In the year 2022, Khan et al. [19] conducted a systematic literature review on software defect prediction using Artificial Neural Networks (ANN’s). The study, which covered publications from 2015 to 2018, aimed to analyze recent trends and critical aspects of using ANN’s in defect prediction. The research highlighted the increasing demand for high-quality and cost-effective software systems and emphasized the significance of defect prediction in the software development life cycle. The review was based on publications from IEEE, Elsevier, and Springer, identified eight of the most relevant research works for in-depth analysis, providing valuable insights for researchers. Goyal [20] conducted research on SDP focusing on the effective utilization of SVM’s. The study addressed the challenges of imbalanced datasets, specifically the uneven distribution of faulty and non-faulty modules, which can impact the accuracy of SVMs. The author introduced a novel filtering technique (FILTER) to enhance defect prediction using SVM’s. The research involved designing SVM-based classifiers, including linear, polynomial, and radial basis function models, applying the proposed filtering technique to five datasets. The results demonstrated improvements in accuracy, AUC, and F-measure, with the FILTER enhancing the performance of SVM-based SDP models by 16.73%, 16.80%, and 7.65%, respectively. The findings contribute to the advancement of SDP methodologies. Uddin et al. [21] presented an innovative software defect prediction model, SDP-BB, overcoming limitations of existing approaches. SDP-BB utilized Bidirectional Long Short-Term Memory networks (BiLSTM) and BERT-based semantic features to address shortcomings in manual code feature approaches. Unlike traditional models, SDP-BB incorporated semantic and contextual information from the source code. The BiLSTM captured contextual details through embedded token vectors from BERT, and an attention mechanism highlighted salient features. The approach employed data augmentation for enhanced training. Evaluation against state-of-the-art models on ten open-source projects demonstrated superior performance in fault prediction, outperforming competitors in terms of F1-score. The study contributed to advancing software defect prediction methodologies.

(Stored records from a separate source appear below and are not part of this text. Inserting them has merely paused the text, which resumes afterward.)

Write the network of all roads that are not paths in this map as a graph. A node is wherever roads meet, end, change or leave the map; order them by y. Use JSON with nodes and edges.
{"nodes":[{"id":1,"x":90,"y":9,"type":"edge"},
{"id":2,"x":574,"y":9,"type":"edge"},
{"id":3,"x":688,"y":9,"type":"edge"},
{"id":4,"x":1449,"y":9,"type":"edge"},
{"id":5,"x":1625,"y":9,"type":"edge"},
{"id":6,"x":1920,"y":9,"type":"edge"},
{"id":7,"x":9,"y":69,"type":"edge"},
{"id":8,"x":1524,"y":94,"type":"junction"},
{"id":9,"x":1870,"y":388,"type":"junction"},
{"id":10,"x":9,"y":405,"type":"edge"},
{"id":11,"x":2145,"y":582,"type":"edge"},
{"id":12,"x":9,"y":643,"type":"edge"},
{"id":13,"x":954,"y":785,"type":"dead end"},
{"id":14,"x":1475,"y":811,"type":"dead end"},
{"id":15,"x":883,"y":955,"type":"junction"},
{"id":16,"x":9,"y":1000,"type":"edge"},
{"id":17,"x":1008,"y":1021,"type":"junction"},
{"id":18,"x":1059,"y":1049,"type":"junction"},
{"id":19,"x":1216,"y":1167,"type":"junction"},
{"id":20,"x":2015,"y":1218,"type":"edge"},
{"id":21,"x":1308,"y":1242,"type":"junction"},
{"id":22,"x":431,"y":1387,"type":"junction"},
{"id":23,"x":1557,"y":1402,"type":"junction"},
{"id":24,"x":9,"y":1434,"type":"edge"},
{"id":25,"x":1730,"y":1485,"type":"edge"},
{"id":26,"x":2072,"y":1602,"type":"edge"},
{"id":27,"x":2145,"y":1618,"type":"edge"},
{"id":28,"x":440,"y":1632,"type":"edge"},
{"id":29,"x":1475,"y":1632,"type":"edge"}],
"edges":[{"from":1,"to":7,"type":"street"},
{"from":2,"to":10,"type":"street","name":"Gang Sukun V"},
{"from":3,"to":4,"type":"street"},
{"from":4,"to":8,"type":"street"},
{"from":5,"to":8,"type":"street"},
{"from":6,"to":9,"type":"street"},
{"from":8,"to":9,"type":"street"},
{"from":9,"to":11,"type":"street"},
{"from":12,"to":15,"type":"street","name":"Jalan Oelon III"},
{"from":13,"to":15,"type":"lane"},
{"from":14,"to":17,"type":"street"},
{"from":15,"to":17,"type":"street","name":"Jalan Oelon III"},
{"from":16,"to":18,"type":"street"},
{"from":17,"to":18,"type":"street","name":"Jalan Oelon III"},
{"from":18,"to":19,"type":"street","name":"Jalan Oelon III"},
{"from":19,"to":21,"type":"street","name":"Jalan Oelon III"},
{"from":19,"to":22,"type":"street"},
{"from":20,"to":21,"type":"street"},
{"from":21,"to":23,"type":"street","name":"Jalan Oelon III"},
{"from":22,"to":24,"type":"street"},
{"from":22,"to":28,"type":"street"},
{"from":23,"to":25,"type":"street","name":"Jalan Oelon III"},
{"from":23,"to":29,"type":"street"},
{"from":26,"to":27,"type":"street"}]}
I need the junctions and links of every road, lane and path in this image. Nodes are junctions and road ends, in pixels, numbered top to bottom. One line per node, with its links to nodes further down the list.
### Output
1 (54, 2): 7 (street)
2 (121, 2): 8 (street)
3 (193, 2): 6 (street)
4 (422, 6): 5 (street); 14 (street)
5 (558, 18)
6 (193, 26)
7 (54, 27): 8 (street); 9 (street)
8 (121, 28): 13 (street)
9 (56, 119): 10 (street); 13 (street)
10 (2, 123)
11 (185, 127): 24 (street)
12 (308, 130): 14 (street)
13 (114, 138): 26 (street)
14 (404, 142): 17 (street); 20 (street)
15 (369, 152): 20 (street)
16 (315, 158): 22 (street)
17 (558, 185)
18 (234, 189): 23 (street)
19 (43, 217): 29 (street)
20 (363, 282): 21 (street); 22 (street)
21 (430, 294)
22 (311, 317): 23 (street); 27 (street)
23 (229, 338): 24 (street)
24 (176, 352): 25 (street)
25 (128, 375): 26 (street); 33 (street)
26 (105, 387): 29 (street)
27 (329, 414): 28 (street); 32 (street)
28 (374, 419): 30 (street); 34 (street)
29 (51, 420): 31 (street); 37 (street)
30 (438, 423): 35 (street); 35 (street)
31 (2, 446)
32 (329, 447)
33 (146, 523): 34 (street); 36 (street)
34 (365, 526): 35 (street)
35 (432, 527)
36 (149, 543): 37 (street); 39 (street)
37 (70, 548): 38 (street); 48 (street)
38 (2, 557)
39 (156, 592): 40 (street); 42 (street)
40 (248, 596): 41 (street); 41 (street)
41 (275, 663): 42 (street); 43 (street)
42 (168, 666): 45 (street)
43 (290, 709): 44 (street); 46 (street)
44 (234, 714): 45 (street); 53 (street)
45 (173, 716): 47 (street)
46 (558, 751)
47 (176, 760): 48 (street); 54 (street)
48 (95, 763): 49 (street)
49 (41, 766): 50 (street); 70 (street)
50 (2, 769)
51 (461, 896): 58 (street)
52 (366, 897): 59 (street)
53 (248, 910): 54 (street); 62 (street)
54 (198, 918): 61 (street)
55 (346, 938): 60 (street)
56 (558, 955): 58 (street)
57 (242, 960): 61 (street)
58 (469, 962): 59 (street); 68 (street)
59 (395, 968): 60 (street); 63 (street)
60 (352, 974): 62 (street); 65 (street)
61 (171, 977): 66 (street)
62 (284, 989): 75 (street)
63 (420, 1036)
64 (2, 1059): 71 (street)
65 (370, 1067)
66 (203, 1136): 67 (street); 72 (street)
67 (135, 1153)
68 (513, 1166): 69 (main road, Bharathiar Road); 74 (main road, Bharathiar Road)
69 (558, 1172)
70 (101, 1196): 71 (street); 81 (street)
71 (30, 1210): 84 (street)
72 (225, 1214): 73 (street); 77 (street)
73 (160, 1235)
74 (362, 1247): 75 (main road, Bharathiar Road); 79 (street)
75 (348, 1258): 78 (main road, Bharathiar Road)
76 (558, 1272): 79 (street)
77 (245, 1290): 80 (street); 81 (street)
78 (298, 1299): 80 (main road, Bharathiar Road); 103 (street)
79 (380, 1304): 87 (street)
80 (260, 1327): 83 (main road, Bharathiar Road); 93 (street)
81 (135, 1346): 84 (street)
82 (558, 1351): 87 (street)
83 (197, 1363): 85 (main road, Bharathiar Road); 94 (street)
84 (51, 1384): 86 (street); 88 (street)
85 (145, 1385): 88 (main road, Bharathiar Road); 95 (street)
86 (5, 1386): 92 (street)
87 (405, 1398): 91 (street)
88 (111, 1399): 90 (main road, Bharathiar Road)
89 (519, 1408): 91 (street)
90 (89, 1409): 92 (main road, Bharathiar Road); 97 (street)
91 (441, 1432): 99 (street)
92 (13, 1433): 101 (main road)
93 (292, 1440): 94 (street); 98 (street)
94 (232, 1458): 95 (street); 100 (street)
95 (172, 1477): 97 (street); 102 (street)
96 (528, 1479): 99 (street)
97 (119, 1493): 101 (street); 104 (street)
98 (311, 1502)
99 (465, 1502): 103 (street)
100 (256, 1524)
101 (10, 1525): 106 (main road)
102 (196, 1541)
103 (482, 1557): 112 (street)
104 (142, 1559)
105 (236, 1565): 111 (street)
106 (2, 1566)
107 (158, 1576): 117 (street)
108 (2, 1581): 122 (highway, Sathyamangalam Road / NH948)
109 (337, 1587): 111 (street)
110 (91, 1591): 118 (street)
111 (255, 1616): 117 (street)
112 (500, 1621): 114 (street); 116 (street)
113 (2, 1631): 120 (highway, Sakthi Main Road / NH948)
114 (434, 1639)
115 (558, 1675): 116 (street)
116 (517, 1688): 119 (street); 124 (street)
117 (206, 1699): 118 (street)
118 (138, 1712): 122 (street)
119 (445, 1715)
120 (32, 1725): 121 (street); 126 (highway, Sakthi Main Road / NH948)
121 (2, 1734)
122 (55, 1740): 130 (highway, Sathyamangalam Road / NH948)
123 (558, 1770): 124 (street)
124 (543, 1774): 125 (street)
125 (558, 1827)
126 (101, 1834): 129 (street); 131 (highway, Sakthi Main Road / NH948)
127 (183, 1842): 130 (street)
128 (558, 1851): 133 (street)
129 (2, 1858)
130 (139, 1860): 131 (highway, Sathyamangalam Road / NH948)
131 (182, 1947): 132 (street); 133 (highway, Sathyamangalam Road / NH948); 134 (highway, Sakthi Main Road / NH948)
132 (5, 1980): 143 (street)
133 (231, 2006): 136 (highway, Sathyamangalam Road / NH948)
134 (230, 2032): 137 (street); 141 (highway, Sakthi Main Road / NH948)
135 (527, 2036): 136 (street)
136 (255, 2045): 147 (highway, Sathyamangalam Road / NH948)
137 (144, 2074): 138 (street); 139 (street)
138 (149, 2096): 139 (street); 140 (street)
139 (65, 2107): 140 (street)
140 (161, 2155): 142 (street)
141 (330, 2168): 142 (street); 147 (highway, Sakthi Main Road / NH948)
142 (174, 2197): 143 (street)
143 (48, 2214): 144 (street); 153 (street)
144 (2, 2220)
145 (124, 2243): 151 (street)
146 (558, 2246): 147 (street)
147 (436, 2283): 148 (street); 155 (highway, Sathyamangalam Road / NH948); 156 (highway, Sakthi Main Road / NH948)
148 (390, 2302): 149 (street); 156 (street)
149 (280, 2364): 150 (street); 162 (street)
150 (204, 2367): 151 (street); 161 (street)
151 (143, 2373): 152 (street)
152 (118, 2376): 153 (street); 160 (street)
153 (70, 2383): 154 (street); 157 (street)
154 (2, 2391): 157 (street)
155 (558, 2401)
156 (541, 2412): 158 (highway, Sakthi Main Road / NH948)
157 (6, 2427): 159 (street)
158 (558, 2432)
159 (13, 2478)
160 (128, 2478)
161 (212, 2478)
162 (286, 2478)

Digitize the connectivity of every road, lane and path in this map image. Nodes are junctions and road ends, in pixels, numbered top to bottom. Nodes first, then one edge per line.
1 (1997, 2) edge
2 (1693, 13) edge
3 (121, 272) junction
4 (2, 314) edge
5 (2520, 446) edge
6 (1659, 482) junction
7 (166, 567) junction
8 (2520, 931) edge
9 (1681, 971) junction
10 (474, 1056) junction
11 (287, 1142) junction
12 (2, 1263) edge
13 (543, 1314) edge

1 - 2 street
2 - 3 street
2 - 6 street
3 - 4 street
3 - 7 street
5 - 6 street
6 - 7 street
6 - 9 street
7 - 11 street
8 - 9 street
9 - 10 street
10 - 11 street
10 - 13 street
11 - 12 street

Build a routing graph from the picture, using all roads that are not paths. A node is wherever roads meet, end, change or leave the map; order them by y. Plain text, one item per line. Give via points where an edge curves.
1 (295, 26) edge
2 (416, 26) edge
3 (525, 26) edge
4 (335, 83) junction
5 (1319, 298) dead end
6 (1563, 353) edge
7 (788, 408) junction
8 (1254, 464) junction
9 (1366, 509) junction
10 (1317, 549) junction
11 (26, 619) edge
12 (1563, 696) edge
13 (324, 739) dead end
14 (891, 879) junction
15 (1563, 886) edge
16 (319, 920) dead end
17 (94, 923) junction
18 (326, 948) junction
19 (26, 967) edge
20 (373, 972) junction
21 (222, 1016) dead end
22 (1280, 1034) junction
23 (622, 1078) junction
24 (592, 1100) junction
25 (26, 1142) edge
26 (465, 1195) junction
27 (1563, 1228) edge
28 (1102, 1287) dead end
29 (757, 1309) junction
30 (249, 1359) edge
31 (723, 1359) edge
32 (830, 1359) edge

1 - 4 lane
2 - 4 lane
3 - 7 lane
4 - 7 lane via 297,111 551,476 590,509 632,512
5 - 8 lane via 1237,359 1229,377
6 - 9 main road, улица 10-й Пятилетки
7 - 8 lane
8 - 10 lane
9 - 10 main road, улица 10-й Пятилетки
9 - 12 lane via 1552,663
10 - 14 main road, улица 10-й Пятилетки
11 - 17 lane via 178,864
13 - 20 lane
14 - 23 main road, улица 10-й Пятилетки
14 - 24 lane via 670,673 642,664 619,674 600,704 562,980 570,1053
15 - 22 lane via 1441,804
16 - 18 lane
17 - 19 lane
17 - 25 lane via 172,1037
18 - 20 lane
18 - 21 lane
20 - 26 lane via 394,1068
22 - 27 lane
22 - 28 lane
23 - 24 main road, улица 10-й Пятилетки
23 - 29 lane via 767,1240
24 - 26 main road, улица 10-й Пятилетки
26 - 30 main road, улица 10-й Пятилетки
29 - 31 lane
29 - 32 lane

In the year 2023, Zhao et al. [22] conducted a systematic survey comprising 67 studies on Just-in-Time Software Defect Prediction (JIT-SDP). The survey aimed to advance research and familiarize practitioners with recent progress in JIT-SDP, a variant focused on predicting defects in incremental software changes. Results summarized best practices across JIT-SDP workflow phases, performed meta-analysis of prior studies, and suggested future research directions. Findings indicated that predictive performance correlated with change defect ratio, highlighting JIT-SDP’s effectiveness in projects with higher defect ratios. Future directions included domain-specific application, reliability-aware, and user-centered approaches for JIT-SDP. Giray et al. [23] conducted a study that examined the use of deep learning (DL) in software defect prediction (SDP). The research

Table 1. Overview of related work.

systematically analyzed 102 peer-reviewed studies, revealing that most studies had applied supervised DL, with two-thirds using metrics as input to DL algorithms. Convolutional Neural Network emerged as the most frequently used DL algorithm. The findings led to proposed recommendations, including the development of more comprehensive DL approaches for automatic feature extraction, the utilization of diverse software artifacts beyond source code, adoption of data augmentation techniques to address class imbalance, and encouragement of replication package publication. Stradowski and Madeyski [24] conducted a business-driven mapping study, analyzing the use of machine learning in software defect prediction and evaluated the state-of-the-art, identified trends, and assessed the potential for business adoption. Utilizing Scopus, authors analyzed 742 studies until February 23, 2022. Results showed a smaller use of commercial datasets, with academic considerations dominating. However, there were signs of in vivo results emerging. The study provided insights into past and potential future research opportunities in machine learning software defect prediction for businesses. Hernández-Molinos et al. [25] conducted a study on software defect prediction using Bayesian approaches. The research aimed to evaluate the three algorithms (K2, Hill Climbing, and TAN) to construct Bayesian Networks for classifying projects prone to defects. The choice was motivated by the underexplored use of Bayesian Networks, compared to the commonly used Naive Bayes. Using three public PROMISE datasets based on McCabe and Halstead complexity metrics, the results were compared with Decision Tree and Random Forest. The cross-validation process showed comparable classification results, with Bayesian algorithms exhibiting less variability and greater robustness compared to Decision Tree and Random Forest. Table 1 presents a summary of significant contributions in the field of software defect prediction, including the focus area, techniques, models, and key findings or contributions of each study.

3. Methodology

A system model is proposed and represented in Figure 1 for a robust examination of software defect prediction in an innovative hybrid machine learning framework. It is described below in brief.

3.1. Data Collection

The first phase of the methodology involves the systematic acquisition of diverse

Figure 1. System model for software defect prediction using hybrid techniques.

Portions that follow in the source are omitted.